Symmetry operations and symmetry elements
Symmetry is a property of molecules consisting of more than one atom of similar type, with equal bond angles and/or bond lengths. For instance the high symmetry of the SF6 molecule (diagram 1. arises from the six equal S-F bonds disposed at angles of 90° to each other. In order to make the notion more exact we make use of the idea of a symmetry operation. For instance rotating SF6 by 90° about an suitable axis, it appears identical after the rotation. The axis concerned is termed as the symmetry element. Rotations that do not leave the molecule looking similar are not symmetry operations.
The dissimilar types of symmetry operation and their subsequent symmetry elements are listed in Table 1. By convention the identity operation E is included for mathematical completeness. It includes no change at all and is a symmetry operation for any system. The remaining, the non-trivial types of operation are demonstrated for the case of SF6 in Fig. 1. The C4 rotation is similar 90° rotation considered to above. SF6 has two another C4 axes and also various C2 (180°) and C3 (120°) axes not displayed. The influences of reflection (σ) and inversion (i) should be clearly differentiated. In the previous case the symmetry element is a plane that reflects like a mirror and does not influence atoms lying in the plane.
Operation of inversion from a center however takes everything from the center and out to similar distance on the opposite side. A rotation-reflection (Sn) is an operation which combines a Cn rotation with a reflection in a plane perpendicular to the rotation axis. Occasionally the individual components are themselves symmetry operations: for instance the C4 axes of SF6 are also S4 axes like the molecule has reflection planes perpendicular to each C4 axis. Though, in the case that is demonstrated in Fig. 1 that is not so. The axis demonstrated is a C3 axis but not a C6. Though combining a 60° rotation with a reflection creates the S6 symmetry operation displayed.

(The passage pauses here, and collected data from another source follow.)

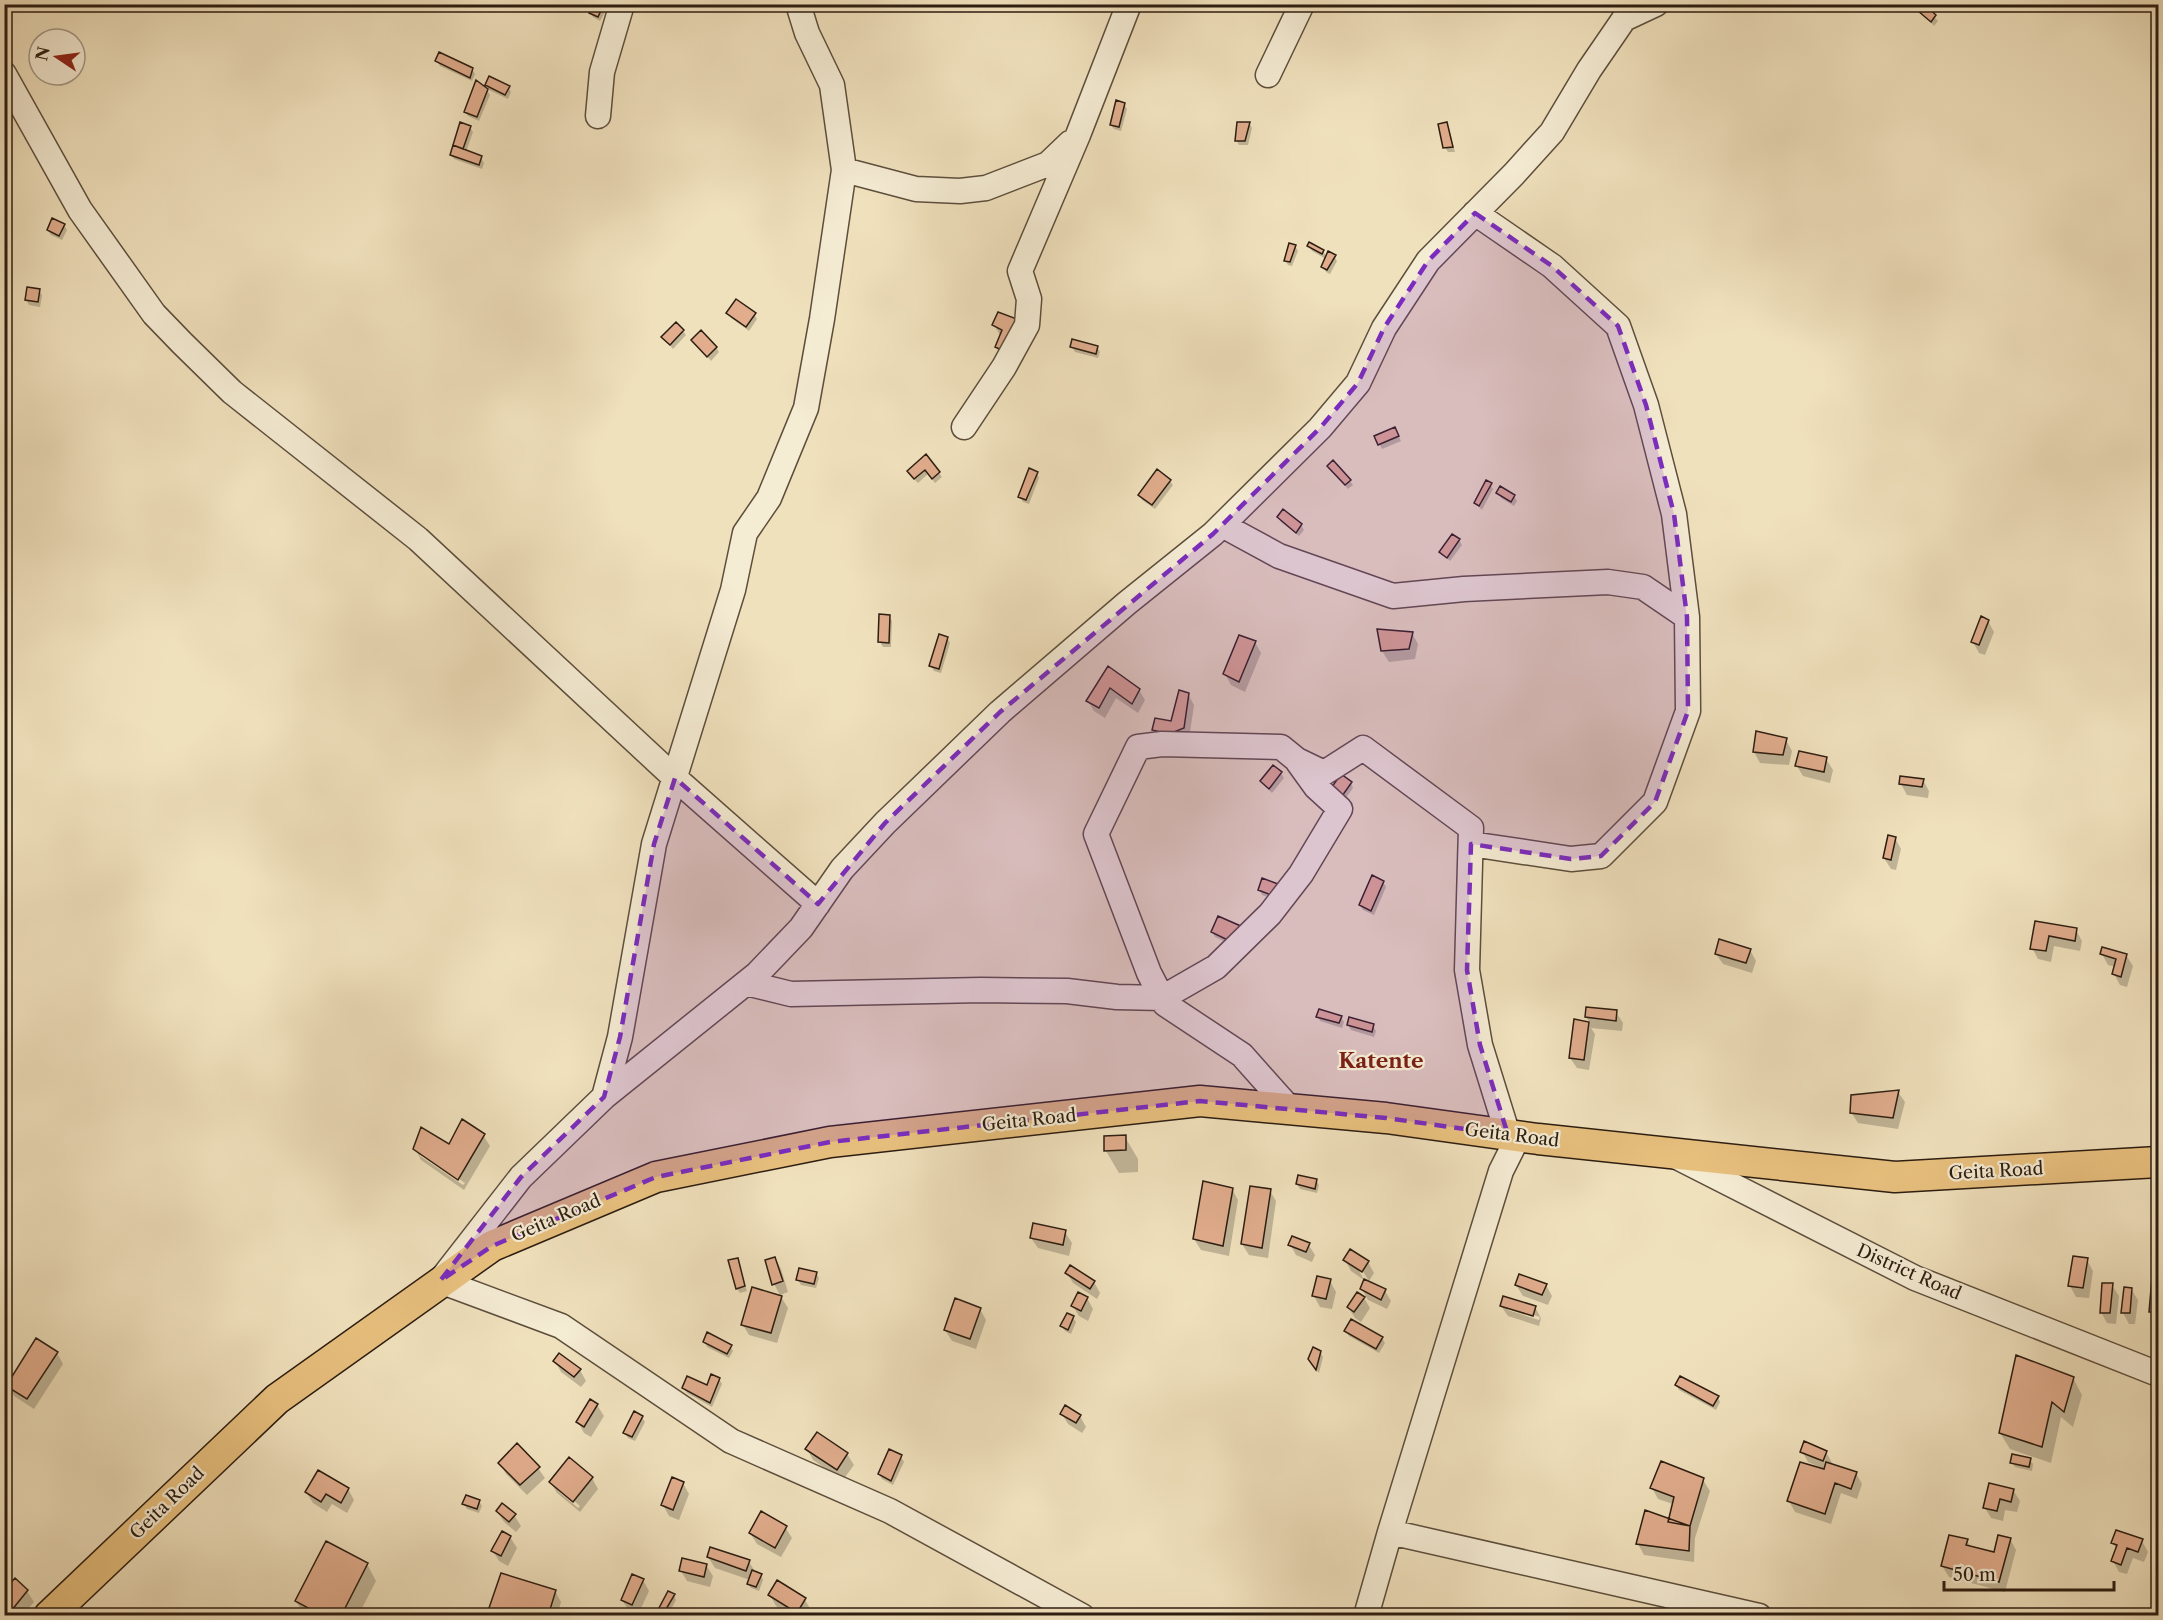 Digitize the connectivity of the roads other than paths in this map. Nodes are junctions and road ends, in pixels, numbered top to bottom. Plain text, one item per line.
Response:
1 (622, 4) edge
2 (798, 4) edge
3 (1129, 4) edge
4 (1302, 4) edge
5 (1656, 4) edge
6 (1626, 12) edge
7 (4, 75) edge
8 (1268, 75) dead end
9 (598, 116) dead end
10 (1078, 135) junction
11 (844, 170) junction
12 (1475, 213) junction
13 (964, 427) dead end
14 (1222, 525) junction
15 (1687, 617) junction
16 (1297, 760) junction
17 (675, 778) junction
18 (1471, 844) junction
19 (818, 904) junction
20 (746, 983) junction
21 (1162, 998) junction
22 (604, 1096) junction
23 (1291, 1110) junction
24 (1513, 1136) junction
25 (1668, 1153) junction
26 (2158, 1162) edge
27 (440, 1281) junction
28 (2158, 1374) edge
29 (1390, 1532) junction
30 (49, 1616) edge
31 (1082, 1616) edge
32 (1366, 1616) edge
33 (1760, 1616) edge

1 - 9 street
2 - 11 street
3 - 10 street
4 - 8 street
5 - 6 street
6 - 12 street
7 - 17 street
10 - 11 street
10 - 13 street
11 - 17 street
12 - 14 street
12 - 15 street
14 - 15 street
14 - 19 street
15 - 18 street
16 - 18 street
16 - 21 street
16 - 21 street
17 - 19 street
17 - 22 street
18 - 24 street
19 - 20 street
20 - 21 street
20 - 22 street
21 - 23 street
22 - 27 street
23 - 24 main road, Geita Road
23 - 27 main road, Geita Road
24 - 25 main road, Geita Road
24 - 29 street
25 - 26 main road, Geita Road
25 - 28 street, District Road
27 - 30 main road, Geita Road
27 - 31 street
29 - 32 street
29 - 33 street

Rotations are termed as proper symmetry operations where the operations involving inversion and reflection are not proper. Proper symmetry operations might be performed physically using molecular models, where the not proper operations can only be visualized. The molecule possessing no improper symmetry elements is differentiable from its mirror image and is termed as chiral. Chiral molecules consist of the property of optical activity that means that when polarized light is passed from a solution the plane of polarization is rotated. In organic molecules, chirality comes when four distinct groups are tetrahedrally bonded to a carbon atom. Inorganic instances of chiral species include six- coordinate complexes with bidentate ligands. Molecules with not proper symmetry elements cannot be chiral such as the operations concerned convert the molecule into its mirror image that is therefore indistinguishable from the molecule itself. Most frequently such type of achiral molecules has a reflection plane or an inversion center but more seldom they have a Sn rotation-reflection axis with no inversion or reflection alone.